Your answer should be the lines below from the one holding "x r add y moveto" through the one holding "0 684 translate 1 -1 scale", copied exactly and with nothing else.

- **INPUT**:
Start of Block
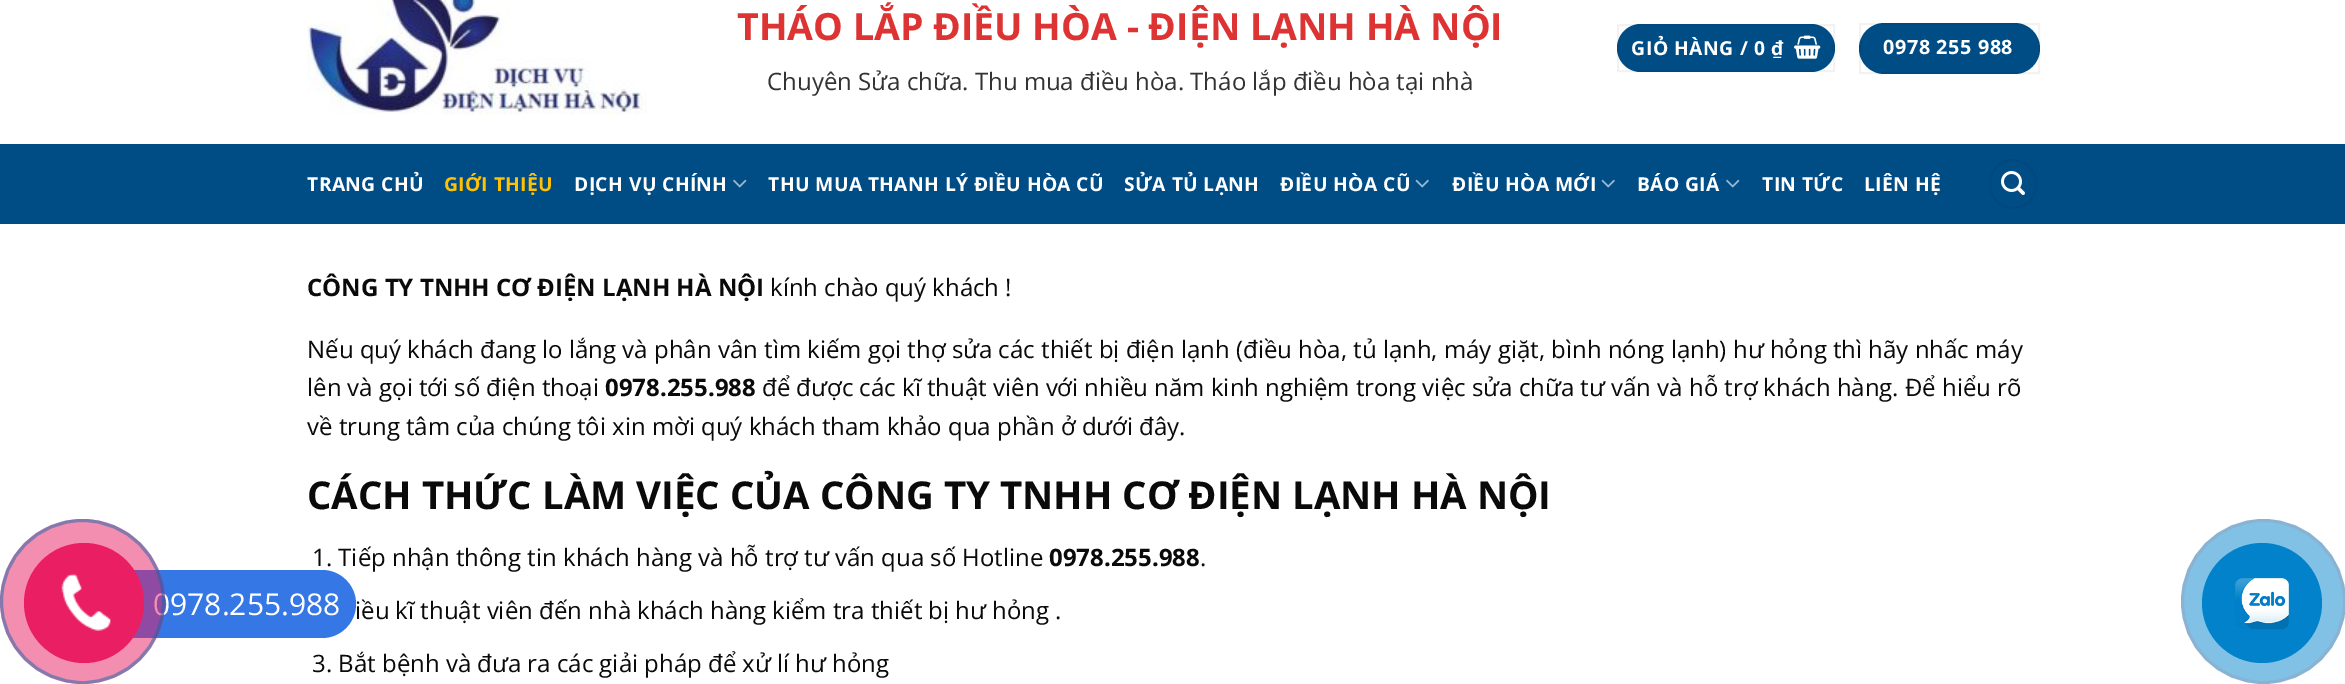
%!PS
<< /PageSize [2345 684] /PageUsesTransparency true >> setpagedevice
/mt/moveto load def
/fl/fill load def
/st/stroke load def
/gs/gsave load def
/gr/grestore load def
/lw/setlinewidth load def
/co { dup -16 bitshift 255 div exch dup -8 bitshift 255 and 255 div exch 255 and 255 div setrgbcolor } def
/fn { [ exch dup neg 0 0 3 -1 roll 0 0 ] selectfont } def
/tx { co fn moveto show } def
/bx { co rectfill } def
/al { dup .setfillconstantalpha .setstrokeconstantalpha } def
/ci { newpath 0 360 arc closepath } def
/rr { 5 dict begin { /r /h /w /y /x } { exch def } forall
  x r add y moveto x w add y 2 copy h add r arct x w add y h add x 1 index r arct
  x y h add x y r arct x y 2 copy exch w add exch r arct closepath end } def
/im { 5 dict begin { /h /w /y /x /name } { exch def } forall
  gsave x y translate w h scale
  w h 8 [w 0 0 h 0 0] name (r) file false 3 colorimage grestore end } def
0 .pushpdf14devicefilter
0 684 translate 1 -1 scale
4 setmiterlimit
0 0 2345 684 16#FFFFFF bx
(media/2.raw) 307 0 340 115 im
16#004C85 co
1617 24 218 48 24 rr fl
0.05 al
16#000000 co
2 lw
1618 25 216 46 rectstroke
1 al
(media/3.raw) 1794 35 27 24 im
16#004C85 co
1859 23 181 51 25.5 rr fl
0.05 al
16#000000 co
1860 24 179 49 rectstroke
1 al
0 144 2345 80 16#004C85 bx
(media/4.raw) 733 179 14 9 im
(media/5.raw) 1415 179 14 9 im
(media/5.raw) 1601 179 14 9 im
(media/4.raw) 1726 179 14 9 im
16#00487E co
1990 160 46 48 23 rr st
(media/6.raw) 2001 171 24 24 im
16#80C1E5 co
2263.5 601.5 81 ci gs fl gr
16#8AB2D3 co
3 lw
st
16#0182CA co
2262 603 60 ci fl
(media/7.raw) 2235 578 54 52 im
(THÁO LẮP ĐIỀU HÒA - ĐIỆN LẠNH HÀ NỘI) 737 40 /OpenSans-Bold 37.5 16#DD3333 tx
(Chuyên Sửa chữa. Thu mua điều hòa. Tháo lắp điều hòa tại nhà) 767 90 /OpenSans-Regular 24 16#333333 tx
/OpenSans-Bold 19.25 fn
16#FFFFFF co
1631 55 mt .6 0 (GIỎ HÀNG / 0 ₫) ashow
/OpenSans-Bold 19.75 fn
1883 54 mt .6 0 (0978 255 988) ashow
/OpenSans-Bold 19.25 fn
307 191 mt .4 0 (TRANG CHỦ) ashow
16#FFC104 co
444 191 mt .4 0 (GIỚI THIỆU) ashow
16#FFFFFF co
574 191 mt .4 0 (DỊCH VỤ CHÍNH) ashow
768 191 mt .4 0 (THU MUA THANH LÝ ĐIỀU HÒA CŨ) ashow
1124 191 mt .4 0 (SỬA TỦ LẠNH) ashow
1280 191 mt .4 0 (ĐIỀU HÒA CŨ) ashow
1452 191 mt .4 0 (ĐIỀU HÒA MỚI) ashow
1637 191 mt .4 0 (BÁO GIÁ) ashow
1762 191 mt .4 0 (TIN TỨC) ashow
1864 191 mt .4 0 (LIÊN HỆ) ashow
(CÔNG TY TNHH CƠ ĐIỆN LẠNH HÀ NỘI) 307 296 /OpenSans-Bold 24 16#0A0A0A tx
(kính chào quý khách !) 770 296 /OpenSans-Regular 24 16#0A0A0A tx
(Nếu quý khách đang lo lắng và phân vân tìm kiếm gọi thợ sửa các thiết bị điện lạnh \(điều hòa, tủ lạnh, máy giặt, bình nóng lạnh\) hư hỏng thì hãy nhấc máy) 307 358 /OpenSans-Regular 24 16#0A0A0A tx
(lên và gọi tới số điện thoại) 307 396 /OpenSans-Regular 24 16#0A0A0A tx
(0978.255.988) 605 396 /OpenSans-Bold 24 16#0A0A0A tx
(để được các kĩ thuật viên với nhiều năm kinh nghiệm trong việc sửa chữa tư vấn và hỗ trợ khách hàng. Để hiểu rõ) 762 396 /OpenSans-Regular 24 16#0A0A0A tx
(về trung tâm của chúng tôi xin mời quý khách tham khảo qua phần ở dưới đây.) 307 435 /OpenSans-Regular 24 16#0A0A0A tx
(CÁCH THỨC LÀM VIỆC CỦA CÔNG TY TNHH CƠ ĐIỆN LẠNH HÀ NỘI) 307 509 /OpenSans-Bold 38.4 16#0A0A0A tx
(1. Tiếp nhận thông tin khách hàng và hỗ trợ tư vấn qua số Hotline) 312 566 /OpenSans-Regular 24 16#0A0A0A tx
16#3578E5 co
78 570 278 68 34 rr fl
(0978.255.988) 153 615 /OpenSans-Regular 30 16#FFFFFF tx
0.5 al
16#E91E63 co
82.5 601.5 82.5 ci fl
16#1564A7 co
82.5 601.5 81 ci st
1 al
16#E91E63 co
84 603 60 ci fl
(media/1.raw) 61 574 50 57 im
(0978.255.988) 1049 566 /OpenSans-Bold 24 16#0A0A0A tx
(.) 1200 566 /OpenSans-Regular 24 16#0A0A0A tx
(iều kĩ thuật viên đến nhà khách hàng kiểm tra thiết bị hư hỏng .) 355 619 /OpenSans-Regular 24 16#0A0A0A tx
(3. Bắt bệnh và đưa ra các giải pháp để xử lí hư hỏng) 312 672 /OpenSans-Regular 24 16#0A0A0A tx
.poppdf14devicefilter showpage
End of Block
- **EXERCISE OUTPUT**:
  x r add y moveto x w add y 2 copy h add r arct x w add y h add x 1 index r arct
  x y h add x y r arct x y 2 copy exch w add exch r arct closepath end } def
/im { 5 dict begin { /h /w /y /x /name } { exch def } forall
  gsave x y translate w h scale
  w h 8 [w 0 0 h 0 0] name (r) file false 3 colorimage grestore end } def
0 .pushpdf14devicefilter
0 684 translate 1 -1 scale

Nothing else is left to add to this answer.